I had a DVD player like that, others bought the same after they saw me with it, the mechanism went bad, they had it returned, I put it with the trash. DVDs are, in my view, best played from the PC, as you can select any decoder / processing, then connect to the monitor with DVI or whatever.
I no longer watch encrypted channels, in the past I did lots of decoding stuff, but now it is illegal, death penalty I think even ;-) ), so *if they do not want me to see their commercials, then it is their problem with the advertisers*. There are really hundreds of free to air channels on satellite here, from all over the world, from China to Russia, to South America (relayed), except of course US (no way). But we have CNN Europe free.
I dunno how many radio channels ere on satellite, but many hundreds....
Just type a name...
Cable was here, dug a hole in my garden, although I told them I wanted no cable. I protested, they filled up the hole again, and I have not missed it ever.

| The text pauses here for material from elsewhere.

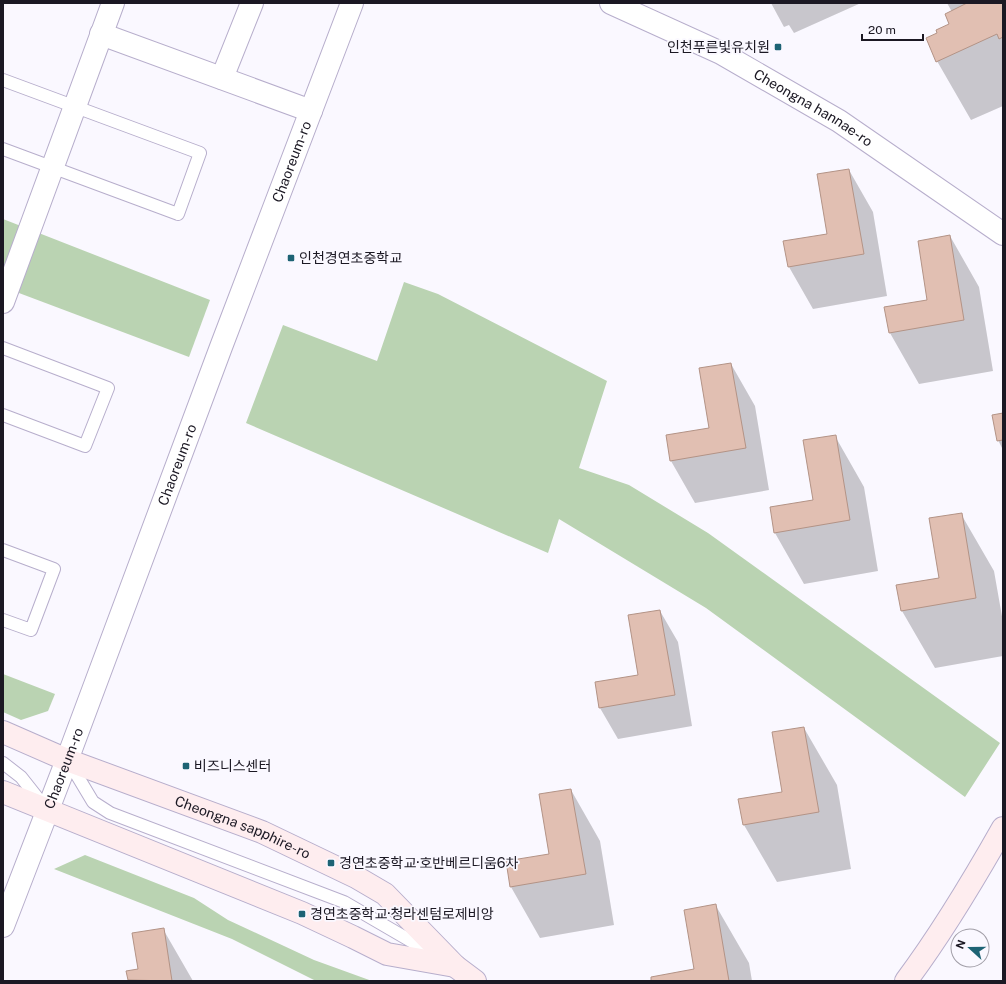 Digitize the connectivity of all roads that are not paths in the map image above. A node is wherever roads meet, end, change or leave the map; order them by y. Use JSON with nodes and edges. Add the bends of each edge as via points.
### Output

I had cable in Amsterdam, late at night the guys went home and turned of the cable.... Whole political fights what should be on cable and what not, satellite is freedom.
At 37" your minimum requisite should have at least been 1080p.
1368x768 looks pretty grainy.
You essentially bought three year old technology at a closeout price.
That is aside from the fact that Vizio doesn't use the best panel vendors around, so the end product ain't too hot. Hell, you should have researched a bit. You can get a Viewsonic at that size and spec for the same price, since you are buying the old, marked down stuff.